### ASSIGNED TASK:
From the entries below, work out how many lines contain the string "roads"; answer with the number alone.

--- DATASET RECORDS ---

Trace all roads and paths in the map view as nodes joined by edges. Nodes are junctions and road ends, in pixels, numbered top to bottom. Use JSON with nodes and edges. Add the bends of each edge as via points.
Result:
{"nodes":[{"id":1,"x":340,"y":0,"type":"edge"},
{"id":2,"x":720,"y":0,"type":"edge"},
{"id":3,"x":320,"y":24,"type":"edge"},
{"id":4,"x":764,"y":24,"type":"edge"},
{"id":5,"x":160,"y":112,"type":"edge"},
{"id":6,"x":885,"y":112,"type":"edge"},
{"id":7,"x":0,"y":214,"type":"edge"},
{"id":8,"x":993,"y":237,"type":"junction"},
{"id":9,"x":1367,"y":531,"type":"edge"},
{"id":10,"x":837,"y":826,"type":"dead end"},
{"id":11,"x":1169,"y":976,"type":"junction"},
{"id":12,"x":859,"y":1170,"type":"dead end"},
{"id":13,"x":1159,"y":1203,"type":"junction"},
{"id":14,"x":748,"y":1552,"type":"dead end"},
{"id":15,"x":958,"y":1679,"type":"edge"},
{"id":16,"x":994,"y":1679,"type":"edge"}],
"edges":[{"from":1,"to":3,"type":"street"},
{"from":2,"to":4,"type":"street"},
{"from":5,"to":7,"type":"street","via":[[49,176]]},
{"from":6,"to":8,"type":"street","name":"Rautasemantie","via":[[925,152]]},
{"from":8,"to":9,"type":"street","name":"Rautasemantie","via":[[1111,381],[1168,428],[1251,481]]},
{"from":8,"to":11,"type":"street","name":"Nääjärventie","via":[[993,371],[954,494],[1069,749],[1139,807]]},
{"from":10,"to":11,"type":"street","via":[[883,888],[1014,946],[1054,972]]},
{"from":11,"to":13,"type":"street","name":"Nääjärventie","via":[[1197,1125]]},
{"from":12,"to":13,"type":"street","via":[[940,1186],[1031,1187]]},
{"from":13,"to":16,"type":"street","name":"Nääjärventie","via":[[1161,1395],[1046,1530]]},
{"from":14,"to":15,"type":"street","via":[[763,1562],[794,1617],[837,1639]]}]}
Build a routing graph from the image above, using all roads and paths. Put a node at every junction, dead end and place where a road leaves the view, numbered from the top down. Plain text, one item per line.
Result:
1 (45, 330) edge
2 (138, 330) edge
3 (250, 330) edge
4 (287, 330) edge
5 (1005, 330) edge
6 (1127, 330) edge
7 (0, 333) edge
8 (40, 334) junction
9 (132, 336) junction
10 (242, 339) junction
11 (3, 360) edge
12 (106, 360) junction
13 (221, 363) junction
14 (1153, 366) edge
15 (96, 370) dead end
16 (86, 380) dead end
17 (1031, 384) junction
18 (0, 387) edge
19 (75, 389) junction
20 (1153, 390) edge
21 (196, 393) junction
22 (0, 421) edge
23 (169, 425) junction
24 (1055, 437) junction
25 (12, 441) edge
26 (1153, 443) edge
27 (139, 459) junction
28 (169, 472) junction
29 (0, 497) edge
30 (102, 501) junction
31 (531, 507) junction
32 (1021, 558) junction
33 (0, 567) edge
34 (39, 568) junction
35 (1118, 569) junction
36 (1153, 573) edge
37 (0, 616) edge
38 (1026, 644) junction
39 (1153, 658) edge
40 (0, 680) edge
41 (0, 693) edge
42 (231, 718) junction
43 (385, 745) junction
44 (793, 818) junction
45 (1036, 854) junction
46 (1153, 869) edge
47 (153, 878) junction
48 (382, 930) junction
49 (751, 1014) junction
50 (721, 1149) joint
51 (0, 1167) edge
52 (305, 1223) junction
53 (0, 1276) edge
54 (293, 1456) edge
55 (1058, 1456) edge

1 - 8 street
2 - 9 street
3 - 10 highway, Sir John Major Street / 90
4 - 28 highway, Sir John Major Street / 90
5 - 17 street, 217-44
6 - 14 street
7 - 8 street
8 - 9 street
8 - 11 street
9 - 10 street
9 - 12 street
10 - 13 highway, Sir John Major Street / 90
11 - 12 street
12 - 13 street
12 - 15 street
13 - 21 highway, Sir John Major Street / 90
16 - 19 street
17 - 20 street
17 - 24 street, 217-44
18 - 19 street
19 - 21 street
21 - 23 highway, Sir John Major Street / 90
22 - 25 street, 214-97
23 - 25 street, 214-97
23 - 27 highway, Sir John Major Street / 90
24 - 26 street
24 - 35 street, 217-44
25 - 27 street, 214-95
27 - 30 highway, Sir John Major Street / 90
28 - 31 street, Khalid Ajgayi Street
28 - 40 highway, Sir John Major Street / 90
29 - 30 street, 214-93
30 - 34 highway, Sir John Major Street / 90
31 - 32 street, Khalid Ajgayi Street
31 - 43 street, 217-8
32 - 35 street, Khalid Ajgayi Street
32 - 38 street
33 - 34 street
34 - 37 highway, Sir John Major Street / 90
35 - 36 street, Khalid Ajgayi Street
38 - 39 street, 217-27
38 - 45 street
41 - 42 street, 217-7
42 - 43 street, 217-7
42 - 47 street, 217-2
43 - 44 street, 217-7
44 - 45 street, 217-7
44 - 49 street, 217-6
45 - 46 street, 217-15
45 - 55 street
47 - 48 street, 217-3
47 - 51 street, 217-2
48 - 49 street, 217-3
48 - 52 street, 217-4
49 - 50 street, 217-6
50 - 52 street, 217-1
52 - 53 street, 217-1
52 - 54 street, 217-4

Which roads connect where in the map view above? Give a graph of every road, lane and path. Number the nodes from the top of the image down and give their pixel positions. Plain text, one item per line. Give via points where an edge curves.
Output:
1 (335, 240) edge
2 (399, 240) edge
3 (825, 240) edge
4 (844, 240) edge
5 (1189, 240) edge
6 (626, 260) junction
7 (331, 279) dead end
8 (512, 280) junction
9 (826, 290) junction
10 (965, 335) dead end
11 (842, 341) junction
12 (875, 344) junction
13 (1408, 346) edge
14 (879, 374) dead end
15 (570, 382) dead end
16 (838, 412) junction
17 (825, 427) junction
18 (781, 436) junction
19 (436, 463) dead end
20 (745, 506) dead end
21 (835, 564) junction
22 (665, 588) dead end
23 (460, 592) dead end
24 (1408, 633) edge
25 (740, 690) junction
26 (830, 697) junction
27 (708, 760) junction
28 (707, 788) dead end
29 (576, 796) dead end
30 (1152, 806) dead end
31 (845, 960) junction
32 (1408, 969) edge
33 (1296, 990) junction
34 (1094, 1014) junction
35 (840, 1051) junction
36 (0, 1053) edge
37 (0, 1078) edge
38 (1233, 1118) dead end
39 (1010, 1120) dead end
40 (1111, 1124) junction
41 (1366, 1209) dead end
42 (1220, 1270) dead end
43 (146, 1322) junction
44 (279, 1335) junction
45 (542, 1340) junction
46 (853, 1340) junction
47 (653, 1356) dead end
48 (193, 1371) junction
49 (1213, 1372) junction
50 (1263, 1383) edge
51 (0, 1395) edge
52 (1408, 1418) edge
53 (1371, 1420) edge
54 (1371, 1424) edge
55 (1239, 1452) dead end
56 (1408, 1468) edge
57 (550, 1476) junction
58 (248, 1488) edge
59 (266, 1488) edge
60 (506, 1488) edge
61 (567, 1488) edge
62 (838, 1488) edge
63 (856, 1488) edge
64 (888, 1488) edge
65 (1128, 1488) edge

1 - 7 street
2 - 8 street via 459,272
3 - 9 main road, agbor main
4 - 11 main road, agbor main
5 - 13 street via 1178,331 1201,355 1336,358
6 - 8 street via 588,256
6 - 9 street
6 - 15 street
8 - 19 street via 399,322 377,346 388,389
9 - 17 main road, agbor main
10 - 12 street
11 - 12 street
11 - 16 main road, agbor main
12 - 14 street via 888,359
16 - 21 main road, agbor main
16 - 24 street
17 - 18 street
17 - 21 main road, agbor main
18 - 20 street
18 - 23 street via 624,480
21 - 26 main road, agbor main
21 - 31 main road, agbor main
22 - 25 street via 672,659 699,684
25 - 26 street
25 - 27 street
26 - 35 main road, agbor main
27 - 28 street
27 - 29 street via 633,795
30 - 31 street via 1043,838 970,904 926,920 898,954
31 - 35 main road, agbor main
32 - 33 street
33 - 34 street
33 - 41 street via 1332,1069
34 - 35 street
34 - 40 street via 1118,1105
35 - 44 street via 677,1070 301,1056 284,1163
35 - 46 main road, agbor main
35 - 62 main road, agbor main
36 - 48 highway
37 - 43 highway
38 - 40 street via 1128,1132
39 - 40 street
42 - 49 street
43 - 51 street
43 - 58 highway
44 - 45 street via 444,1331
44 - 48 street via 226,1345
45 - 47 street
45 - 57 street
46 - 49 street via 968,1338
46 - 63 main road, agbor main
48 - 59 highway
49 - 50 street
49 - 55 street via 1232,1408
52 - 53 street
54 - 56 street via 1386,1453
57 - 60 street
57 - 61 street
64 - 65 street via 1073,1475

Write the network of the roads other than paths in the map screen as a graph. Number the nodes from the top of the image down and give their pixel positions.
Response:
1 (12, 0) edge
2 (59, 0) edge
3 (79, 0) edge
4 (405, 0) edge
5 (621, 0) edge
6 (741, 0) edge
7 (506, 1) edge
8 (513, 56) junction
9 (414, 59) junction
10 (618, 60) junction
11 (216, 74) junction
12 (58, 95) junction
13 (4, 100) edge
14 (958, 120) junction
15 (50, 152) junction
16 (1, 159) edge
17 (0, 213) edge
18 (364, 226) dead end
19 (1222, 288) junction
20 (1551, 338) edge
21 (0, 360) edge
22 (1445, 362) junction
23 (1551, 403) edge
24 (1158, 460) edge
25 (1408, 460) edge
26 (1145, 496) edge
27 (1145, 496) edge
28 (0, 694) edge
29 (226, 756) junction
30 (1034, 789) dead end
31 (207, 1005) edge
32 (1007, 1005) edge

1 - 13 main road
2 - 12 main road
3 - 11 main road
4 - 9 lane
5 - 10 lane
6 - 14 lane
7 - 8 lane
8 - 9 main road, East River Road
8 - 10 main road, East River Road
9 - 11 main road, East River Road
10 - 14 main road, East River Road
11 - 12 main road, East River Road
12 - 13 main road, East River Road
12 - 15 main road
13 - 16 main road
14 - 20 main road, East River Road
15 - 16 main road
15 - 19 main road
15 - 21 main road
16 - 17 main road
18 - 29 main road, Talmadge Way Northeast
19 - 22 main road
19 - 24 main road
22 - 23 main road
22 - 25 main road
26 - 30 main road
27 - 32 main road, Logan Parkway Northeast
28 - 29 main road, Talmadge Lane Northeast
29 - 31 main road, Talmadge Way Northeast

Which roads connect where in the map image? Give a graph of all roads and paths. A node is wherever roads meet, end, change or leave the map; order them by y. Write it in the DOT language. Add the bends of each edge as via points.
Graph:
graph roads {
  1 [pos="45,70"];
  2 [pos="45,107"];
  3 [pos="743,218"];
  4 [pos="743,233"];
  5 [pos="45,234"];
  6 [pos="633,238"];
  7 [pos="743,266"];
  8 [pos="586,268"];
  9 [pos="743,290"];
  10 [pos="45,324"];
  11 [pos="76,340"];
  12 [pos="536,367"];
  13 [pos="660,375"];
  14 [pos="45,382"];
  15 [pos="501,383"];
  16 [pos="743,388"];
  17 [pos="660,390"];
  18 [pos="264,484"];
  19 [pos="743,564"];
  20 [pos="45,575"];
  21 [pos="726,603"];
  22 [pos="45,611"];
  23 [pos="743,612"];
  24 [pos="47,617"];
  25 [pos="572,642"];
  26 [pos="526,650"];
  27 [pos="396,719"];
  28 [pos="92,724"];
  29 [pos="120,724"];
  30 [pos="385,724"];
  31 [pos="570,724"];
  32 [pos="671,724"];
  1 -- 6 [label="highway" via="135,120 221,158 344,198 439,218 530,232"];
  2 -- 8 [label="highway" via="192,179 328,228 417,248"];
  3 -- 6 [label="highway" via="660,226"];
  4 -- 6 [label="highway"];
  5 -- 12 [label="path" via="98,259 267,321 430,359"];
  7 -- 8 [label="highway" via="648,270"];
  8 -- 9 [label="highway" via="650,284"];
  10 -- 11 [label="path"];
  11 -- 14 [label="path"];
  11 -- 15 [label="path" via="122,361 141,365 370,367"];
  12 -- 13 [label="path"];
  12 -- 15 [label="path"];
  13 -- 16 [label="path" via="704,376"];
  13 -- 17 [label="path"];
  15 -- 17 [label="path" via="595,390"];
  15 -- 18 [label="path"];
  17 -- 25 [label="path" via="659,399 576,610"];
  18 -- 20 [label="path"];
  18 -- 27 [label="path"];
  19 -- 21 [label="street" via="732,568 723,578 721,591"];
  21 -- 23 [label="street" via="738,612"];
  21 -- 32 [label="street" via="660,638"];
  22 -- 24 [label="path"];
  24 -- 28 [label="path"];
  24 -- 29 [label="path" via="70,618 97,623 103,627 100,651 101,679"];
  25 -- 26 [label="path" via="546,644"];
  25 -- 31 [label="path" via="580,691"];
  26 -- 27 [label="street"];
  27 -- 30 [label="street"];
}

---

### ANSWER TO THE EXERCISE:
6